◆ EXERCISE: Once the images are set aside, output the listing exactly as it stands.

◆ EXERCISE INPUT:
┌────────

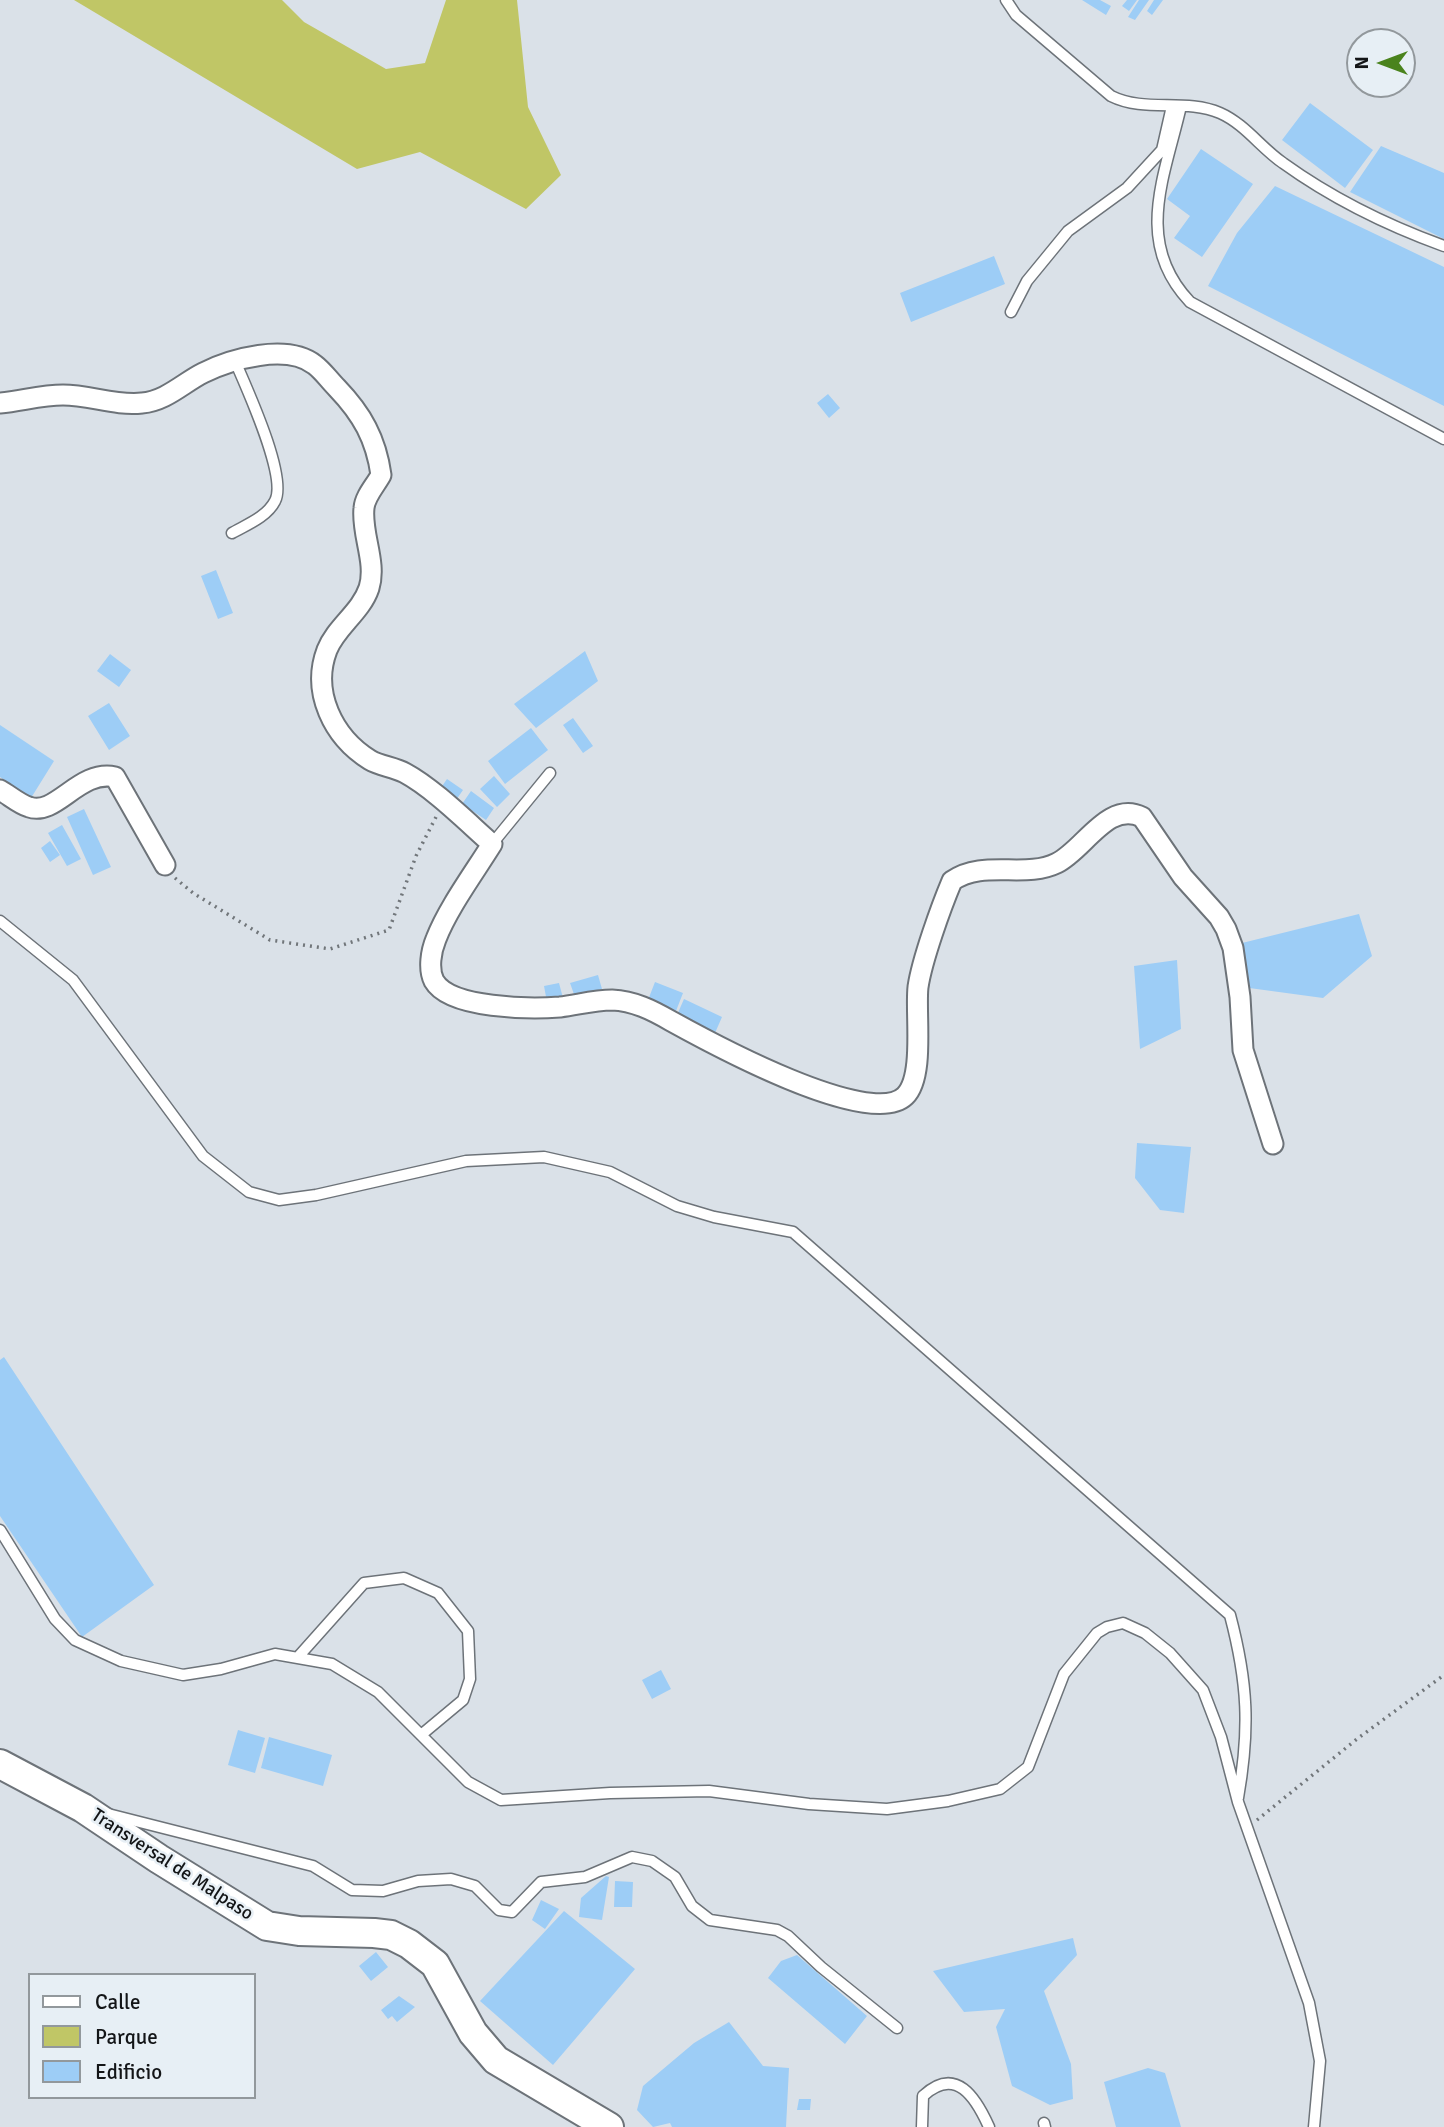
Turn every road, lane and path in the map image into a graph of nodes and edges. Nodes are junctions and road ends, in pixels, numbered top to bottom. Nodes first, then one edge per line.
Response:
1 (1006, 0) edge
2 (1176, 106) junction
3 (1444, 246) edge
4 (1012, 312) dead end
5 (235, 361) junction
6 (0, 403) edge
7 (1444, 439) edge
8 (232, 533) dead end
9 (551, 773) dead end
10 (0, 790) edge
11 (442, 802) junction
12 (492, 844) junction
13 (165, 865) joint
14 (0, 921) edge
15 (1273, 1144) dead end
16 (0, 1530) edge
17 (298, 1657) junction
18 (1444, 1675) edge
19 (421, 1735) junction
20 (0, 1764) edge
21 (1238, 1802) junction
22 (83, 1808) junction
23 (1247, 1828) junction
24 (897, 2028) dead end
25 (609, 2127) edge
26 (922, 2127) edge
27 (989, 2127) edge
28 (1314, 2127) edge

1 - 2 lane
2 - 3 lane
2 - 4 lane
2 - 7 lane
5 - 6 street
5 - 8 lane
5 - 11 street
9 - 12 lane
10 - 13 street
11 - 12 street
11 - 13 path
12 - 15 street
14 - 21 lane
16 - 17 lane
17 - 19 lane
17 - 19 lane
18 - 23 path
19 - 21 lane
20 - 22 main road, Transversal de Malpaso
21 - 23 lane
22 - 24 lane
22 - 25 main road, Transversal de Malpaso
23 - 28 lane
26 - 27 lane

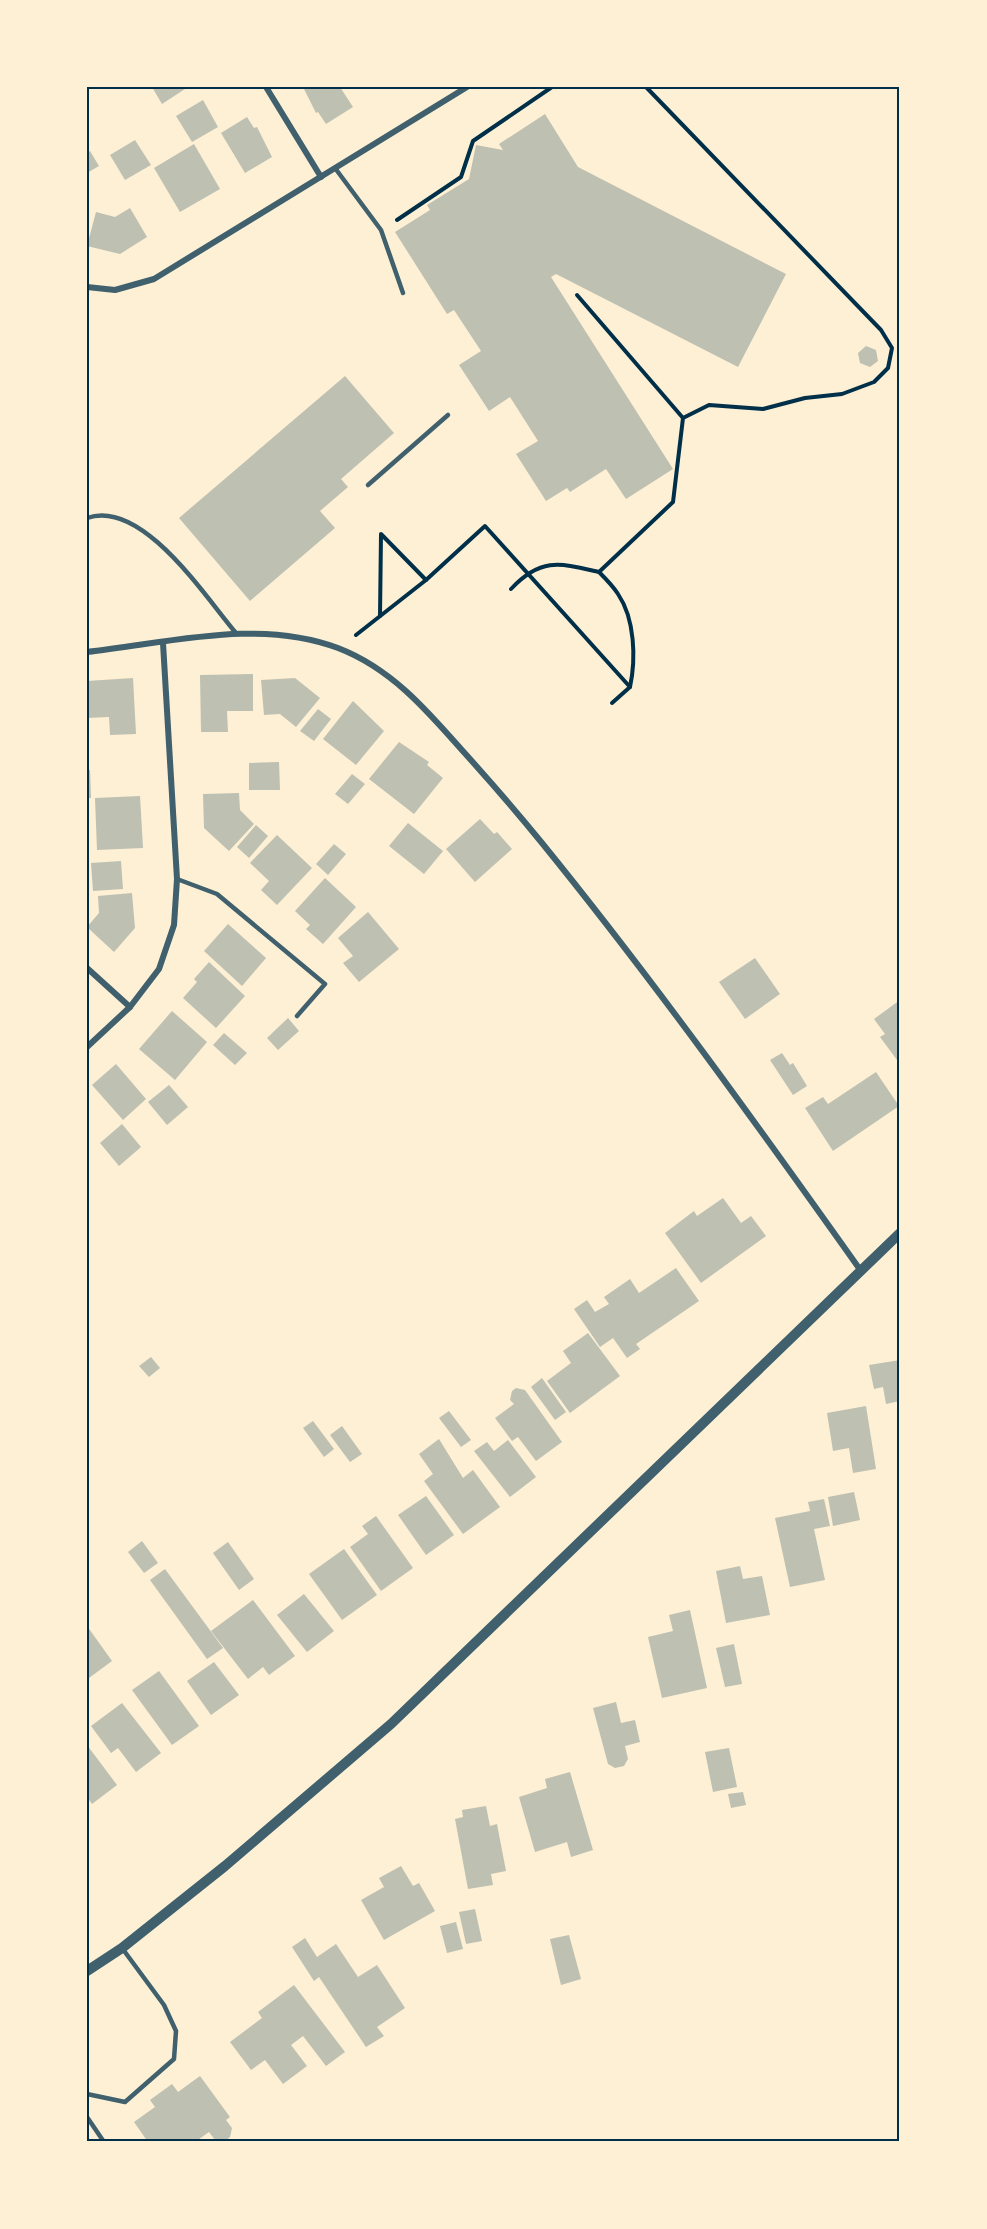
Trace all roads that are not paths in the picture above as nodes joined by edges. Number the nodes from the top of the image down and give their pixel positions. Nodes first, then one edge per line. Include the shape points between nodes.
1 (266, 87) edge
2 (466, 87) edge
3 (335, 168) junction
4 (321, 177) junction
5 (87, 287) edge
6 (403, 293) dead end
7 (448, 415) dead end
8 (368, 485) dead end
9 (87, 518) edge
10 (236, 633) junction
11 (164, 643) junction
12 (87, 652) edge
13 (177, 879) junction
14 (87, 968) edge
15 (130, 1007) junction
16 (297, 1016) dead end
17 (87, 1047) edge
18 (900, 1233) edge
19 (862, 1271) junction
20 (122, 1948) junction
21 (87, 1971) edge
22 (87, 2094) edge
23 (87, 2116) edge
24 (104, 2142) edge

1 - 4 street
2 - 3 street
3 - 4 street
3 - 6 lane via 381,230
4 - 5 street via 154,279 115,290
7 - 8 lane
9 - 10 lane via 97,514 129,521 160,542
10 - 11 street
10 - 19 street via 310,639 339,649 373,664 414,696 504,796 627,948
11 - 12 street
11 - 13 street
13 - 15 street via 174,925 159,969
13 - 16 lane via 218,894 325,984
14 - 15 street
15 - 17 street
18 - 19 street
19 - 20 street via 392,1724
20 - 21 street
20 - 22 lane via 164,2006 176,2031 174,2059 125,2102
23 - 24 lane

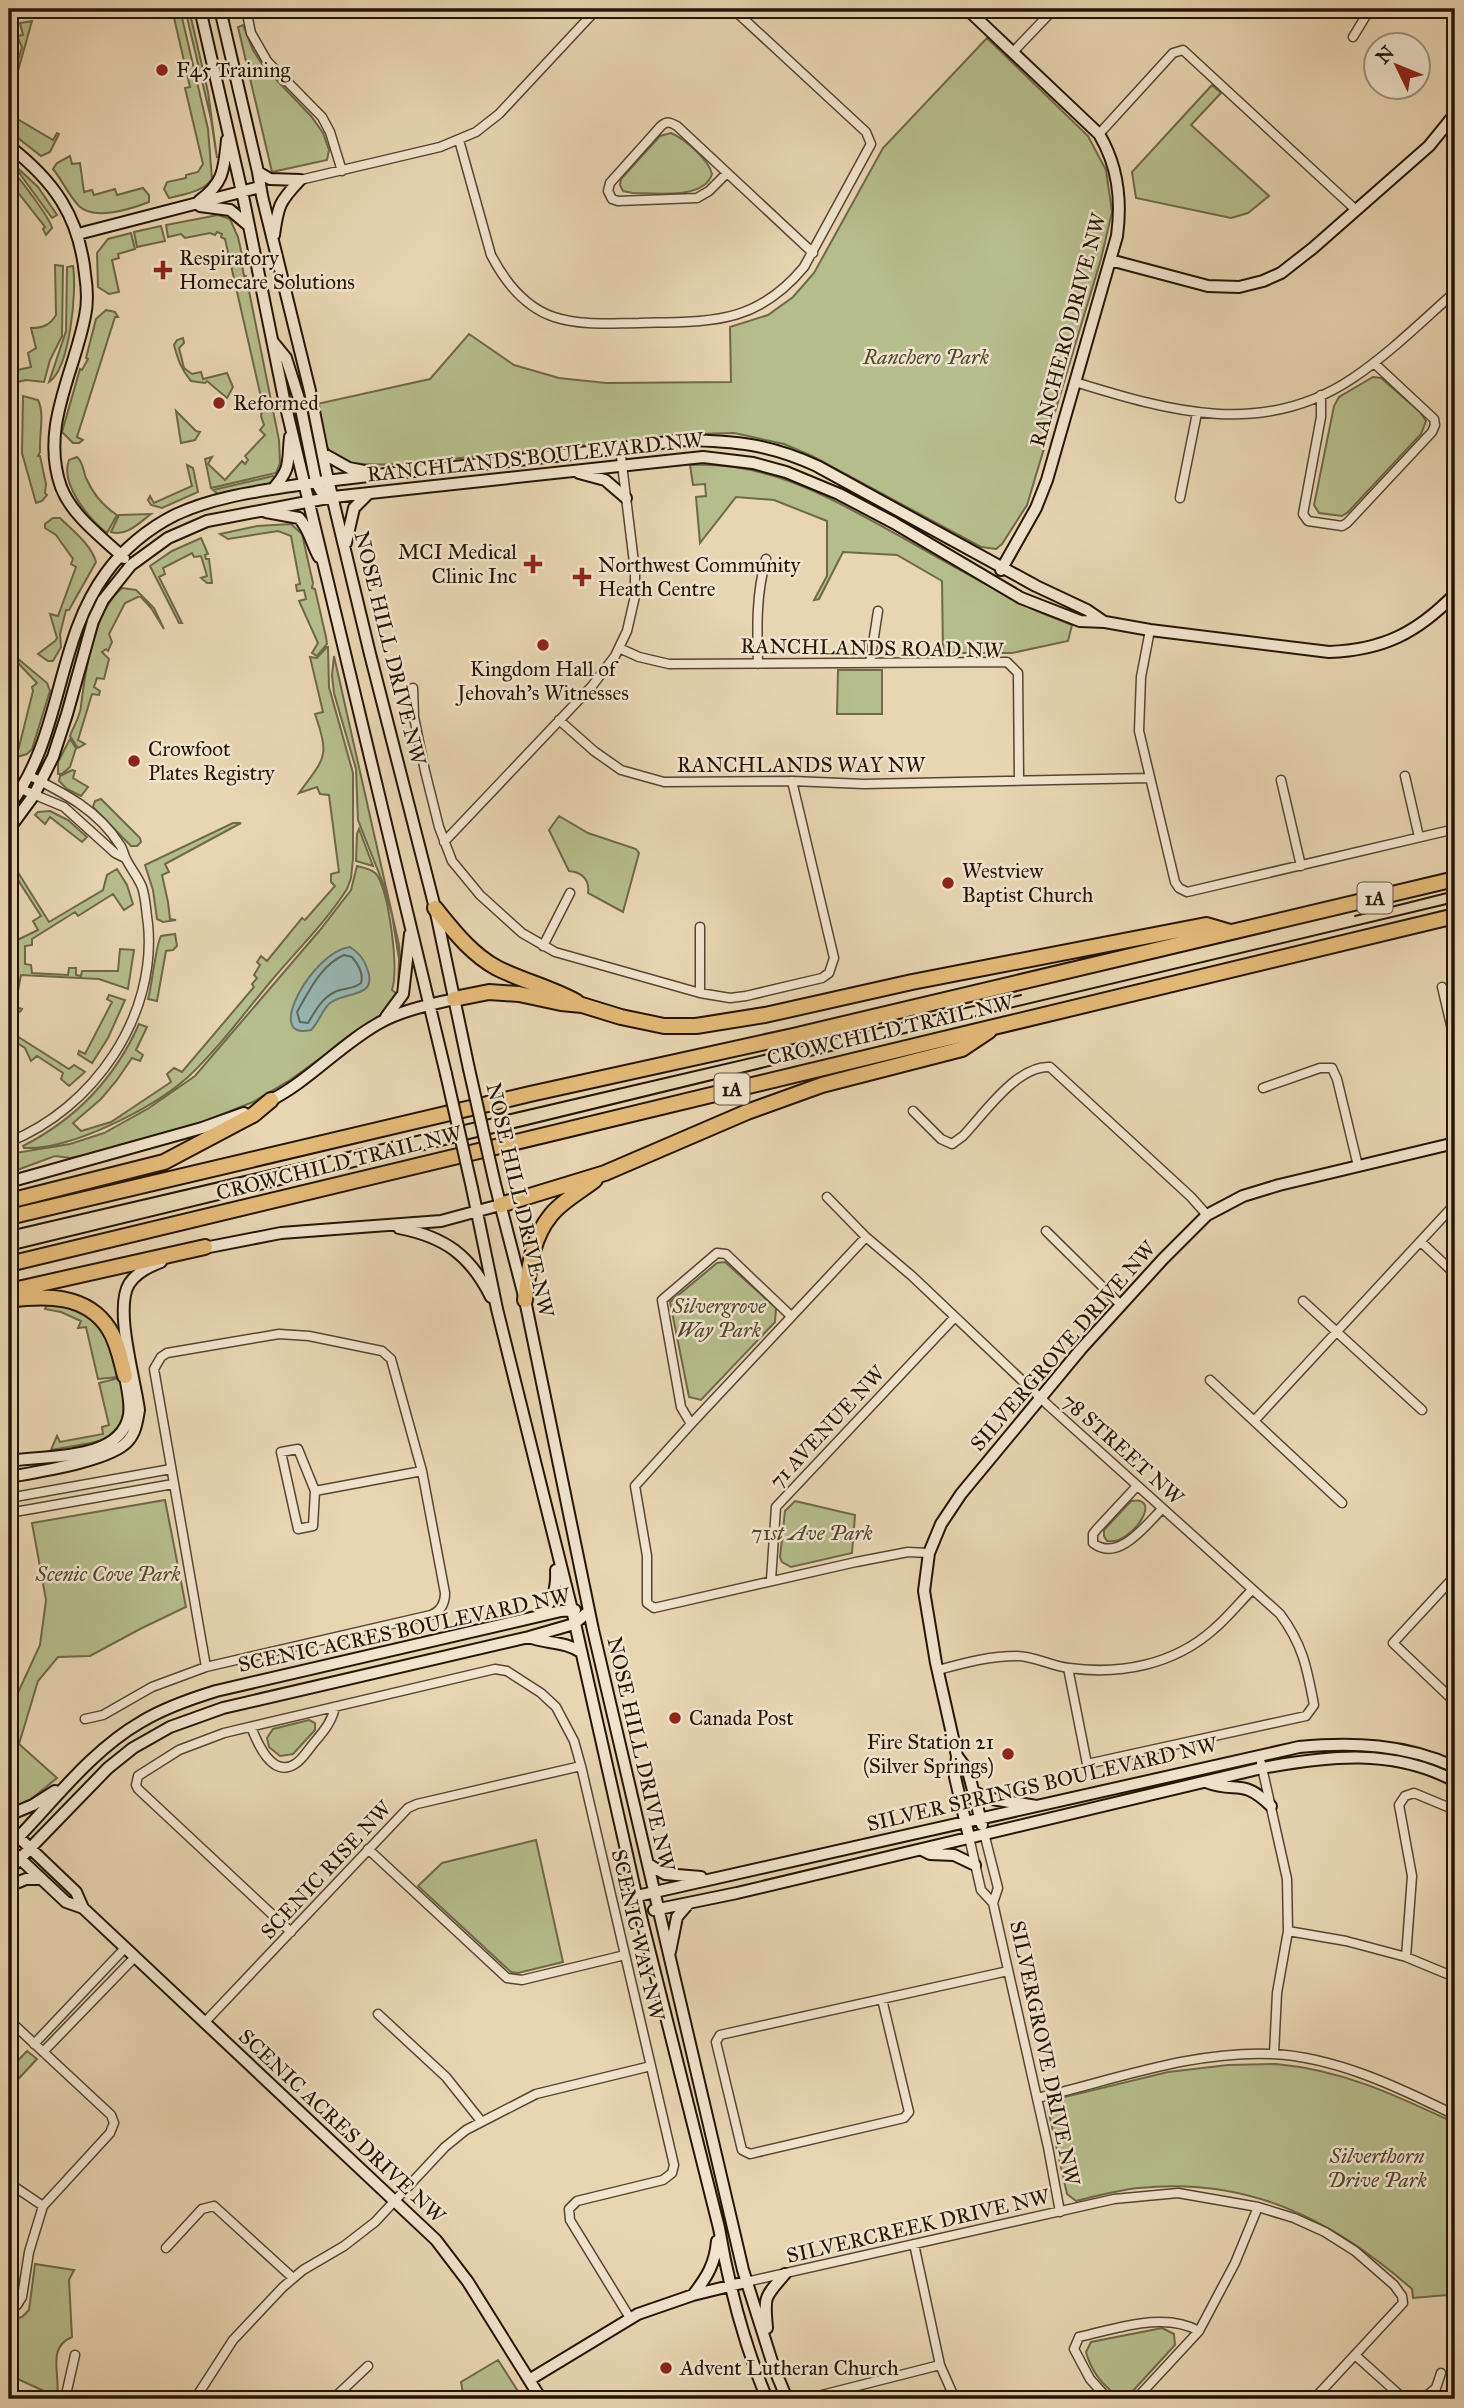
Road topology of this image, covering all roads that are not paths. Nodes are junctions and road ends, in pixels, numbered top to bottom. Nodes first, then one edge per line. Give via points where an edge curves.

└────────

◆ SOLUTION FOR THIS PROBLEM:
Turn every road, lane and path in the map image into a graph of nodes and edges. Nodes are junctions and road ends, in pixels, numbered top to bottom. Nodes first, then one edge per line.
Response:
1 (1006, 0) edge
2 (1176, 106) junction
3 (1444, 246) edge
4 (1012, 312) dead end
5 (235, 361) junction
6 (0, 403) edge
7 (1444, 439) edge
8 (232, 533) dead end
9 (551, 773) dead end
10 (0, 790) edge
11 (442, 802) junction
12 (492, 844) junction
13 (165, 865) joint
14 (0, 921) edge
15 (1273, 1144) dead end
16 (0, 1530) edge
17 (298, 1657) junction
18 (1444, 1675) edge
19 (421, 1735) junction
20 (0, 1764) edge
21 (1238, 1802) junction
22 (83, 1808) junction
23 (1247, 1828) junction
24 (897, 2028) dead end
25 (609, 2127) edge
26 (922, 2127) edge
27 (989, 2127) edge
28 (1314, 2127) edge

1 - 2 lane
2 - 3 lane
2 - 4 lane
2 - 7 lane
5 - 6 street
5 - 8 lane
5 - 11 street
9 - 12 lane
10 - 13 street
11 - 12 street
11 - 13 path
12 - 15 street
14 - 21 lane
16 - 17 lane
17 - 19 lane
17 - 19 lane
18 - 23 path
19 - 21 lane
20 - 22 main road, Transversal de Malpaso
21 - 23 lane
22 - 24 lane
22 - 25 main road, Transversal de Malpaso
23 - 28 lane
26 - 27 lane

Trace all roads that are not paths in the picture above as nodes joined by edges. Number the nodes from the top of the image down and give their pixel positions. Nodes first, then one edge per line. Include the shape points between nodes.
1 (266, 87) edge
2 (466, 87) edge
3 (335, 168) junction
4 (321, 177) junction
5 (87, 287) edge
6 (403, 293) dead end
7 (448, 415) dead end
8 (368, 485) dead end
9 (87, 518) edge
10 (236, 633) junction
11 (164, 643) junction
12 (87, 652) edge
13 (177, 879) junction
14 (87, 968) edge
15 (130, 1007) junction
16 (297, 1016) dead end
17 (87, 1047) edge
18 (900, 1233) edge
19 (862, 1271) junction
20 (122, 1948) junction
21 (87, 1971) edge
22 (87, 2094) edge
23 (87, 2116) edge
24 (104, 2142) edge

1 - 4 street
2 - 3 street
3 - 4 street
3 - 6 lane via 381,230
4 - 5 street via 154,279 115,290
7 - 8 lane
9 - 10 lane via 97,514 129,521 160,542
10 - 11 street
10 - 19 street via 310,639 339,649 373,664 414,696 504,796 627,948
11 - 12 street
11 - 13 street
13 - 15 street via 174,925 159,969
13 - 16 lane via 218,894 325,984
14 - 15 street
15 - 17 street
18 - 19 street
19 - 20 street via 392,1724
20 - 21 street
20 - 22 lane via 164,2006 176,2031 174,2059 125,2102
23 - 24 lane

Road topology of this image, covering all roads that are not paths. Nodes are junctions and road ends, in pixels, numbered top to bottom. Nodes first, then one edge per line. Give via points where an edge curves.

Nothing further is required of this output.